The city services of Atlanta, Georgia are being held hostage by cyber sabotage blackmailers and those who are willing to pay up seem to have a problem. They have no idea where to send the funds.
But, as Georgia Public Broadcasting’s Emily Cureton reported for NPR, even if officials authorized the six-bitcoin ransom payment — currently worth about $51,000 — to lift the wall of encryption paralyzing a number of city services, it’s not clear whether there is anywhere to send the money.
The payment portal set up by the hijackers for the infected systems, which included a countdown clock, was disabled days before the deadline after a local TV news station tweeted out an unredacted ransom note it obtained from a city employee. It contained a link to a bitcoin wallet leading directly to a group known for using SamSam ransomware.

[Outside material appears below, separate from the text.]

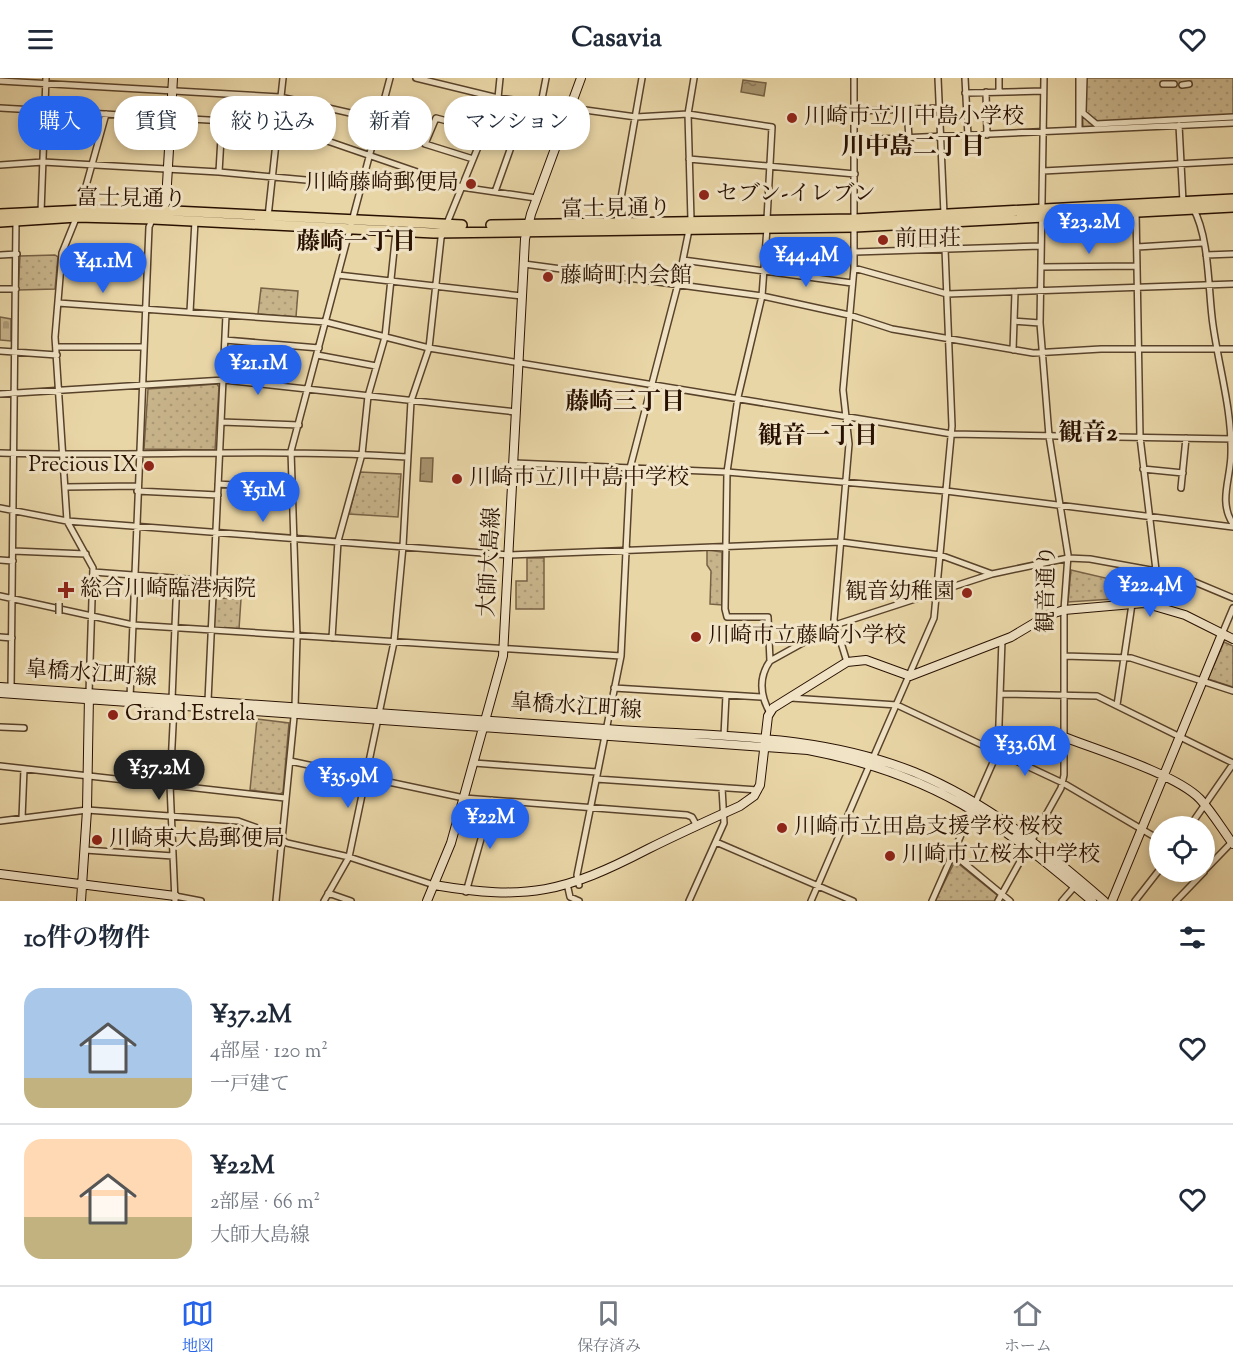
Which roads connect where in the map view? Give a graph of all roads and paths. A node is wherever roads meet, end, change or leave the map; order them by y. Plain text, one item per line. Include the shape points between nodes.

That doesn’t solve the main problem in Atlanta, though. The city services computer systems are still down.
What is interesting is that the attackers knew who to target.
Still, the SamSam group is known for choosing targets with weak security and high incentives to regain control of their information and therefore are very likely to pay. Since December 2017, it has collected nearly $850,000 in ransoms from victims in health care, education and government, according to CSO. Last month, the city of Leeds, Ala., paid ransomware hackers $12,000 to release data in a similar attack.
So, education, government, and healthcare are where the cybersecurity holes are. And these groups are willing to pay ransoms to groups holding them hostage rather than beef up their security.
The Atlanta case, though, breaks a precident.
Researchers working for Talos, a company that is investigating SamSam, say this is the first time the group “has publicly deleted or deactivated a portal prior to the seven-day clock expiring. While it’s possible they’ve taken such actions before, reports of those incidents haven’t been shared publicly.”
Well, Atlanta, good luck. You’re going to need it.